The 2002 Oakland Athletics firmly etched their name in baseball lore, immortalized by the award-winning film and book “Moneyball.”
With the team’s 20-game winning streak, 103 total wins and miniscule $388,000 per victory, the 2002 A’s forced baseball to change its century-old way of thinking. It proved having the right players was more important than the most expensive ones.
When one looks back on the season — one of the franchise’s most successful — many names come up: AL MVP shortstop Miguel Tejada, Scott Hatteberg (and his historic walk-off homer), and then-manager Art Howe.
Fans would be remiss to disregard the oversized contribution of 24-year-old left-handed ace starter Barry Zito. With a 23-5 won-loss record and 2.75 ERA, Zito brought home the AL CY Young award – just the fifth in the franchise’s Oakland history.
On Wednesday, Zito had his contract with the Nashville Sounds purchased by the A’s, and will get a chance to finish his career on the major league roster of the team that drafted him.
Upon receiving the news, Zito spoke with ESPN:
“This is where I started. That mound in Oakland is where I threw my first major league pitch… I’m going to throw one of my last major league pitches probably on that mound. That’s like storybook. It’s amazing.”
Drafted ninth overall in 1999 out of the University of Southern California, Zito spent the first seven years of his 15-year big league career in “The Town.” Along with the 2002 CY Young, Zito also garnered three All-Star appearances and twice finished in the top 25 of the AL MVP race.
In 2007, the man with one of Major League Baseball’s most baffling curves was rewarded for his work in the green and yellow, as he signed a huge contract to cross the Bay.
Over the next seven years, Zito would see little success with the San Francisco Giants. Until 2010.
With the 2010 Giants, Zito reached the pinnacle of professional sports when he was part of a world championship. He would reach even higher two years later, when he would not just win another World Series title, he would be a massive contributor to the championship run.
October baseball is when Zito elevated his game throughout his illustrious career; his career 6-3 postseason record is bolstered by his 19 earned runs allowed in 60.1 innings pitched (a 2.83 ERA).
After spending the majority of the 2015 season in Triple-A and posting a 8-7 record with a 3.46 ERA, Zito will be able to once again doff his cap to a fan base that once held him so dear.

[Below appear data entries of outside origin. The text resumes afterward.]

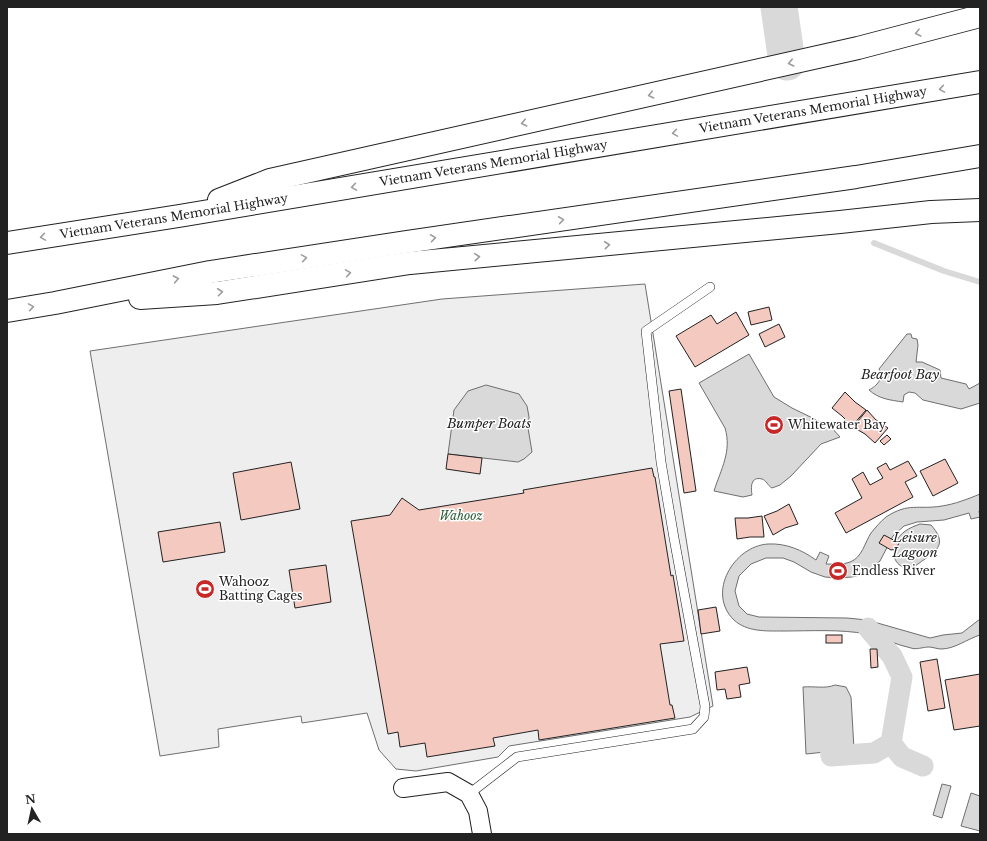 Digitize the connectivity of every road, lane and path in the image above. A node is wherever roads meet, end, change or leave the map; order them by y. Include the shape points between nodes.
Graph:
1 (980, 16) edge
2 (980, 82) edge
3 (980, 156) edge
4 (980, 210) edge
5 (179, 216) junction
6 (7, 243) edge
7 (710, 287) dead end
8 (55, 303) junction
9 (7, 311) edge
10 (403, 788) dead end
11 (469, 794) junction
12 (482, 834) edge

1 -> 5 highway via 851,50 270,180
2 -> 5 highway, Vietnam Veterans Memorial Highway
8 -> 3 highway via 210,272 856,177
8 -> 4 highway via 217,293 410,263 931,212
5 -> 6 highway, Vietnam Veterans Memorial Highway
7 - 11 lane via 646,331 661,462 705,706 704,717 693,729 517,757
9 -> 8 highway
10 - 11 street via 448,782
11 - 12 street via 478,811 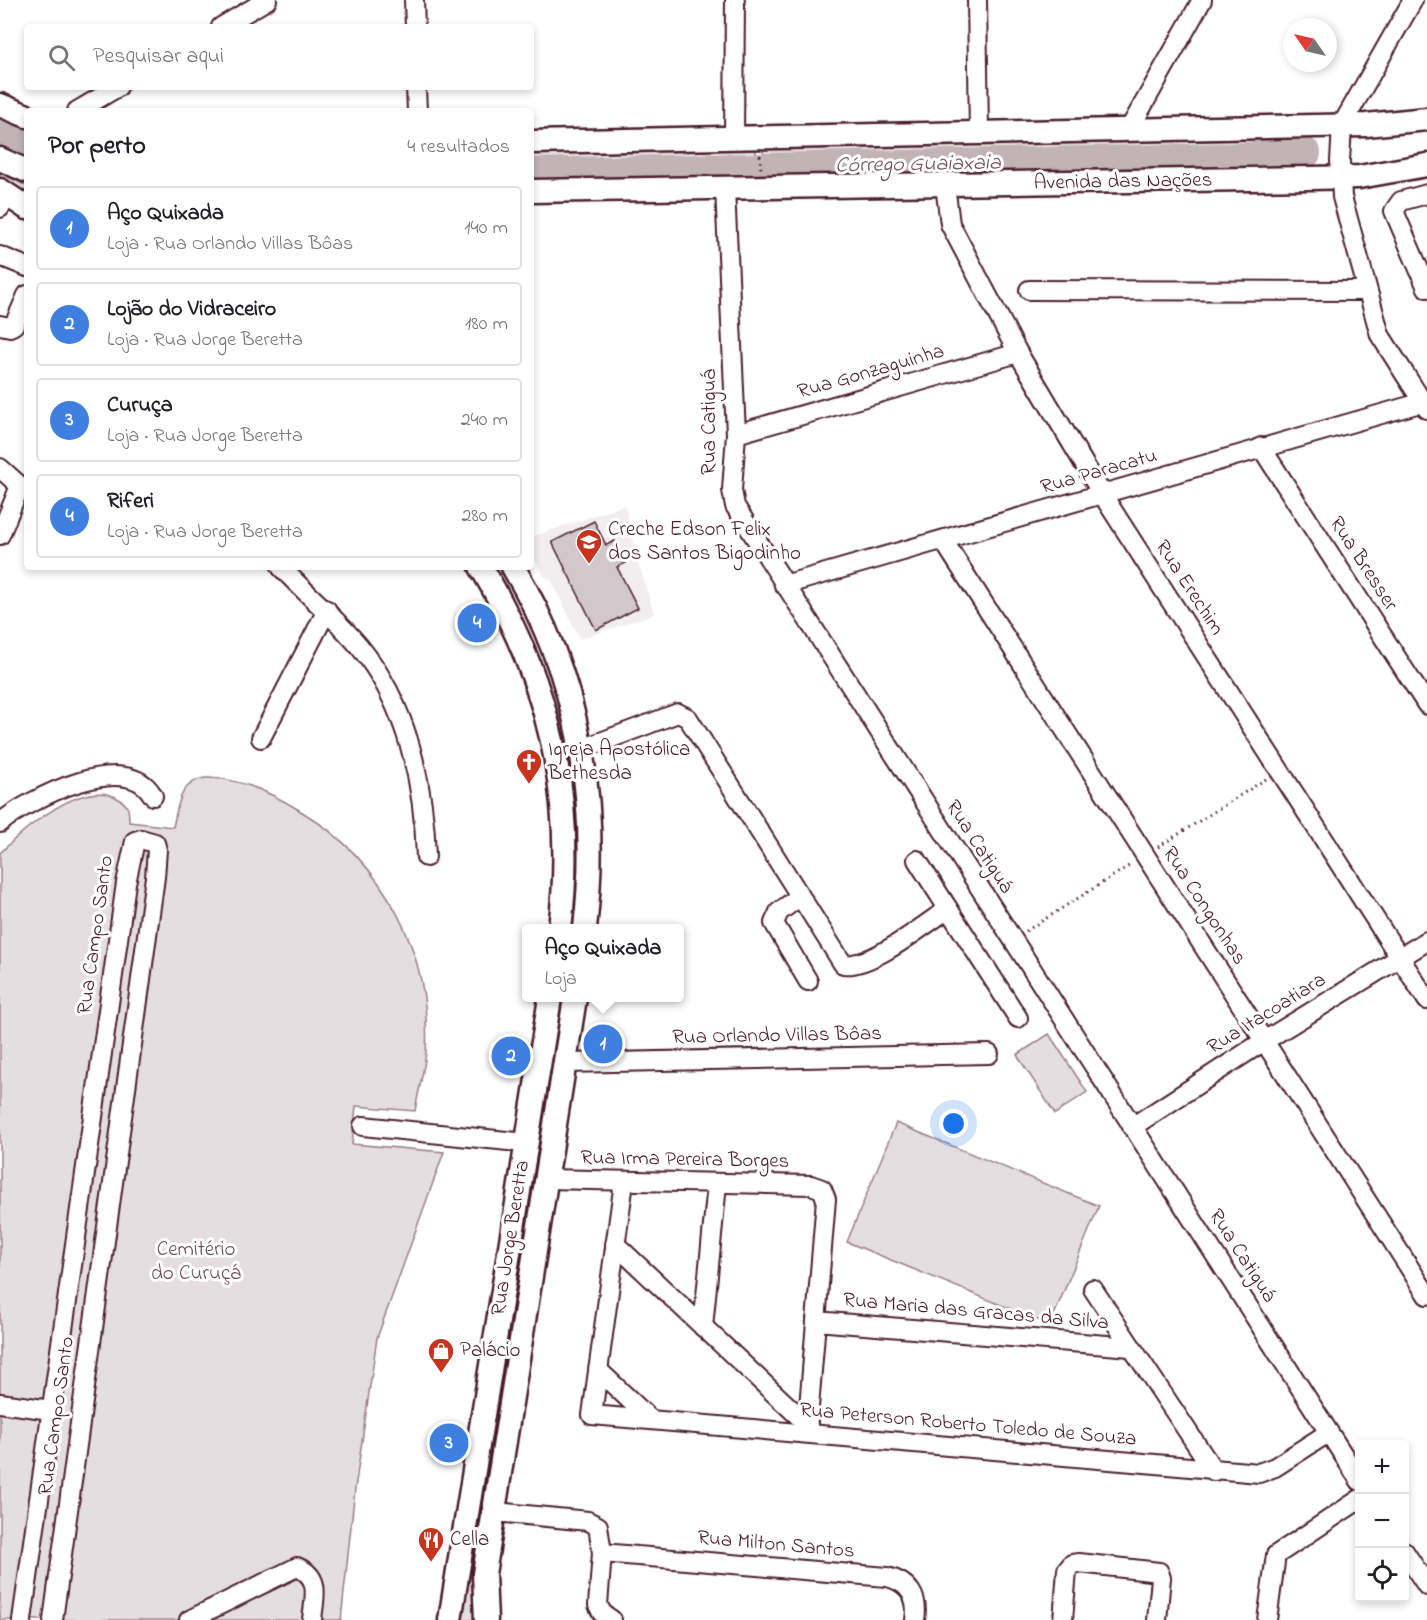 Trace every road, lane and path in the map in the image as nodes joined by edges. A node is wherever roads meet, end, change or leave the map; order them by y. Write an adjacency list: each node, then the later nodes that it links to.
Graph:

A’s manager Bob Melvin told ESPN:
“It’s going to be great to bring (Zito) home and get him in games in our place in front of our crowd. They love him there. Particularly when we play the Giants, it’s going to be a really exciting weekend. It’s really going to add to that having him there.”
As of right now, Melvin’s expectations for the lefty are to join an exceedingly depleted bullpen.
General Manager Billy Beane, however, isn’t ruling out a start, telling Bay Area News Group’s John Hickey about a matchup of Zito versus 2002 Athletics starter Tim Hudson:
“That might be a nice reunion.”
Hudson (7-8, 4.42 ERA), who signed with San Francisco after receiving an exemplary endorsement from Zito regarding the franchise, shared his thoughts with ESPN:
“I’m really happy for him. I’m sure he appreciates it and I think he deserves it. I’m sure the fans in Oakland will ultimately appreciate it as well.”
Given the A’s pitching struggles all season, many fans have been begging for Zito’s recall for months.
Now, not only have they gotten their wish, there is a definite possibility that two key starters from the magical 2002 A’s season will face each other at O.Co Coliseum on Saturday.